Air conditioning threads are often like those on firearms and anchors, where opinions are shot fast and facts sometimes break loose. Add 12 VDC as the power source and the discussion could get crazy. I’ll start one anyway and see how it goes.

For several years I had dreamed of a 12 volt AC system for use on a 28 foot boat in South Florida’s waters–particularly when cruising in August on the bay side of the Keys or in the Bahamas when the water temperature tops 90 degrees and the mosquitos are fixing for a feasting as soon as the sun goes down. Thread contributions by those on this subject who haven’t experienced these conditions are, well, not exactly on point, and those who have suffered under these conditions but can fit 4KW generators are, well, not in the target audience.

First, I assumed that limiting the space to be cooled was the way to go. Going further, the problem to be solved was refined: 1) evening sleep for 8 hours (with a small refer drawing 4 amps and an LED anchor light also in the overnight mix), with 2) no more than 50% discharge from a "full" 500 amp-hour AGM battery bank, and 3) next day recharging with use of the engine/alternator for only a "reasonable" period of time in the morning before the sun hits the panels. To get to the point, it can be done.


The basic AC hardware in my system is a 6000 BTU Pompanette unit and a 12 volt March pump. The unit and its electronics sit in a hot lazarette, but there is some forced air circulation. 2/0 cables, 15 ft round trip, carries the compressor/fan load. Installation was very careful so that only filtered air from the quarterberth is sucked in and only air from the evaporator is sent back. The pump is on a 3/4 inch through hull with a small sea strainer, and there is 3/8 inch ID tubing until the larger AC intake.


Combined AC-pump draw is usually less than 40 amps. The key, of course, is run time, and the first way to reduce that is to reduce the cubic feet of the cooled space. So far, using curtains to shrink cabin size, the directly cooled space is somewhere between 100 to 150 cubic feet. I don’t have an easy way to measure run time over the course of an evening, but my estimate is that over an average South Florida summer night it is about is about 4 hours. This is with the AC fan, compressor, and water pump cycling together. Those who are truly interested in this thread have just done the math for amp-hour drain.
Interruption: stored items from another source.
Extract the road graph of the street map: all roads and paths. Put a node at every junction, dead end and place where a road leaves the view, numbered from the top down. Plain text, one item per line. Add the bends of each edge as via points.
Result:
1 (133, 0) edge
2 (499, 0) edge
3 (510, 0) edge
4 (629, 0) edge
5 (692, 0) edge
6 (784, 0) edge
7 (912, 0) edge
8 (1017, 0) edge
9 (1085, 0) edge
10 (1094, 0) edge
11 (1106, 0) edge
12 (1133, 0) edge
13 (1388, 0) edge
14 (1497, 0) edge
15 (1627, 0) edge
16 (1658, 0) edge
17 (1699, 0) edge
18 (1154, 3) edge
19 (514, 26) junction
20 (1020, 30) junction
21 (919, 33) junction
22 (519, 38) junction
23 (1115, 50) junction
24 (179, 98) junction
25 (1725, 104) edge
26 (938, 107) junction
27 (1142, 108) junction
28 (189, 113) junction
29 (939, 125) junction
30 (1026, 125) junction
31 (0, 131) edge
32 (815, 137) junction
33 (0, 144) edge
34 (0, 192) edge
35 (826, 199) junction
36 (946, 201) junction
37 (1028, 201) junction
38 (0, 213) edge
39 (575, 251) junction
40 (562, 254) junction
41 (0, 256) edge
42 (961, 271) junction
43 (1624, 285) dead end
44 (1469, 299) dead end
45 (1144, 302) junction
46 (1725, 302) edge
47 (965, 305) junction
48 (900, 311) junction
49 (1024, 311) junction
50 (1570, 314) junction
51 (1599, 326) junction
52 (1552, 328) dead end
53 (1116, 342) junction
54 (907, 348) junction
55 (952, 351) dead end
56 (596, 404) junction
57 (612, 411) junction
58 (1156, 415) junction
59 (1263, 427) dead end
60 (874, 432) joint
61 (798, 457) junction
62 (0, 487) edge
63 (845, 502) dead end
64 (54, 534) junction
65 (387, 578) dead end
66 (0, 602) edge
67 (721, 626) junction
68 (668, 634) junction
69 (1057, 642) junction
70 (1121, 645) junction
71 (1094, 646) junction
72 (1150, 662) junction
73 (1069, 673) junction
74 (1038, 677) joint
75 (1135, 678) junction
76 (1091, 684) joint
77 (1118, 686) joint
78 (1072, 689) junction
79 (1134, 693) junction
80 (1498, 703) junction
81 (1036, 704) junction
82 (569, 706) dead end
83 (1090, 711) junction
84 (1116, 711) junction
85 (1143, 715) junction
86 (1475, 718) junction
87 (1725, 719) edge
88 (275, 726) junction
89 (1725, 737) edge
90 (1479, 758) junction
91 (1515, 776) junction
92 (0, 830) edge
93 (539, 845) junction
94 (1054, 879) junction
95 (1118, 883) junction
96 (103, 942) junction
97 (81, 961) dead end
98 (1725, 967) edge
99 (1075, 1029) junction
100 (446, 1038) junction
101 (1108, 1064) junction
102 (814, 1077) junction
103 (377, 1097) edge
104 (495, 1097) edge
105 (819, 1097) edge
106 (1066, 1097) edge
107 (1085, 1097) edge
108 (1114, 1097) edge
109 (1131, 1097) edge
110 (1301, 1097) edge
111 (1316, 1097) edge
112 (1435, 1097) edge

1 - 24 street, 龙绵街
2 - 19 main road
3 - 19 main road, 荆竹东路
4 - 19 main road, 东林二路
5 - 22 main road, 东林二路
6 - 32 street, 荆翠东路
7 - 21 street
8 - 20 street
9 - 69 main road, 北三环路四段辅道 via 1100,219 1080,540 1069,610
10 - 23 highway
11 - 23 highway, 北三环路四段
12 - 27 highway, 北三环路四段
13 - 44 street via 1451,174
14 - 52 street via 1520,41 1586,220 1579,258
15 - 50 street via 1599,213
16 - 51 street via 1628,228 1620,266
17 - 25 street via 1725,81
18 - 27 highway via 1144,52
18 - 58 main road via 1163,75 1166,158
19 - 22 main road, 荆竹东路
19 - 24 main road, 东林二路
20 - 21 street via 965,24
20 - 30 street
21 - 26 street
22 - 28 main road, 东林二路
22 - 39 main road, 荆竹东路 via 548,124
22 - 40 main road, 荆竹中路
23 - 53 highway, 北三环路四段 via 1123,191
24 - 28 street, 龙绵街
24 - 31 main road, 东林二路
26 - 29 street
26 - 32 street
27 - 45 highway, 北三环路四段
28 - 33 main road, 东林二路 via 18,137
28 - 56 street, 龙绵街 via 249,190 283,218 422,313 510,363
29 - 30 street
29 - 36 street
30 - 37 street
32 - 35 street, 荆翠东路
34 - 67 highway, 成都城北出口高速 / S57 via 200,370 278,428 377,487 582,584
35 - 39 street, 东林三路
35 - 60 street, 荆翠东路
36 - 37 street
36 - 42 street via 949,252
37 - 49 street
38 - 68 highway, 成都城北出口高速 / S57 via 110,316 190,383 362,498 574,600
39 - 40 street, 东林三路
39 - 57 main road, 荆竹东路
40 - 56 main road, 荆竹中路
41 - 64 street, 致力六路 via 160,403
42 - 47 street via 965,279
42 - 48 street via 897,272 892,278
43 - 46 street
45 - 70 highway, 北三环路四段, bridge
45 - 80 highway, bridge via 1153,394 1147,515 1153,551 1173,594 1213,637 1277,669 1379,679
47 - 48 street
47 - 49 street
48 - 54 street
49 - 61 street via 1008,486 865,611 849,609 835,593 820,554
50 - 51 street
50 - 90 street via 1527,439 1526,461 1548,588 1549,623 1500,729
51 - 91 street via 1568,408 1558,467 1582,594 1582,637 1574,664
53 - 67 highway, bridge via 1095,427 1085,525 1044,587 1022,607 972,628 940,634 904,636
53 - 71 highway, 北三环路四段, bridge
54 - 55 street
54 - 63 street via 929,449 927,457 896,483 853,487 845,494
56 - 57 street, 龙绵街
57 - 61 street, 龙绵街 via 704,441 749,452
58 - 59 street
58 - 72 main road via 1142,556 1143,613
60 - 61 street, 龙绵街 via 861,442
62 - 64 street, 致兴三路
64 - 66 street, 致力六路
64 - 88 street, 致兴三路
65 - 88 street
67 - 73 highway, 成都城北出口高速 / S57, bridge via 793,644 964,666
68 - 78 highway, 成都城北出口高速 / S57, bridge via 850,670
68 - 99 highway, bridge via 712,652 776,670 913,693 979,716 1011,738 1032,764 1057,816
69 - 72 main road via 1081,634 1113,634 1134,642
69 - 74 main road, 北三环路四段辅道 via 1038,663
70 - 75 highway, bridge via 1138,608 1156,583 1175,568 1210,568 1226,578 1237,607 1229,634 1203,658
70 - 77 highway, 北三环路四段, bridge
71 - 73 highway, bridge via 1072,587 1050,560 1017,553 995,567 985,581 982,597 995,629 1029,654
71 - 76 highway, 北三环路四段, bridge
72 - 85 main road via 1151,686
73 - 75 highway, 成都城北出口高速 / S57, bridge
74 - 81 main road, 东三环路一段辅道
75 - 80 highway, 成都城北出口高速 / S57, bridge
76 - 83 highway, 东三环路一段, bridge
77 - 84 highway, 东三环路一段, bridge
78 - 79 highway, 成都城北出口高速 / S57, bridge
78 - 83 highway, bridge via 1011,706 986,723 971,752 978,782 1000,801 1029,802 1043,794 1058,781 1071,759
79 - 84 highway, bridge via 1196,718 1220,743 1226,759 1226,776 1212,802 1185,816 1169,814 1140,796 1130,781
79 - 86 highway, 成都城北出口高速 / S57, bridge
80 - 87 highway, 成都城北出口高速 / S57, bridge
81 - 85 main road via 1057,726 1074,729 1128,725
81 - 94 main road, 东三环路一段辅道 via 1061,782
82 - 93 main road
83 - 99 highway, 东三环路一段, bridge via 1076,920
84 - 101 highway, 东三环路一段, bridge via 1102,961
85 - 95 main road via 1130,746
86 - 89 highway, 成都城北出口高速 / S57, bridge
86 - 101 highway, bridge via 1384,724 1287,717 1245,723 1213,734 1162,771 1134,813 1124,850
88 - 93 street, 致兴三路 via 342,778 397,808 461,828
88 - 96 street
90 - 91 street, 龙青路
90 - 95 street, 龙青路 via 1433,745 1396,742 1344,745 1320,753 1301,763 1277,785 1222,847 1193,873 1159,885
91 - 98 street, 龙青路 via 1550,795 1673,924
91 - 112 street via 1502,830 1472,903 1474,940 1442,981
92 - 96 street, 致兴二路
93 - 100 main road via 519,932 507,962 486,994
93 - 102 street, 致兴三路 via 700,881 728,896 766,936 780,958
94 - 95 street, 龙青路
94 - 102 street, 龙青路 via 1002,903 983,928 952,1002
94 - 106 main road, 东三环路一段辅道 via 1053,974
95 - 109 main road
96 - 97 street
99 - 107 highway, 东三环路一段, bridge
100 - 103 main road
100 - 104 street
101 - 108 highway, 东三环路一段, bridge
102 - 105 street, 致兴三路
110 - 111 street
There are improvements that have yet to be made. Insulation for the air duct (about 6 ft long, no sharp bends) and for the hull side of the cabin are on the drawing board. I am also thinking of a smooth walled air duct, and plan to do testing of other hardware cycling configurations.

Sailors who are confident in their diesels may want to know that I made some modifications to my 2GM20F for handling a large alternator. With beefed up bracketing, a serpentine belt, improved alternator/engine/battery cooling, and controls which allow current to reach maximum (120+ amps) when engine output permits, my Lifeline batteries are typically "full" in about two hours. Lithium batteries are not in the immediate future for the system, but three 100+ watt solar panels are a near term project.

Hopefully some will find my experience useful–and find small boat tropical cruising more enjoyable. Any ideas which could improve the concept of 12 volt AC on a small boat?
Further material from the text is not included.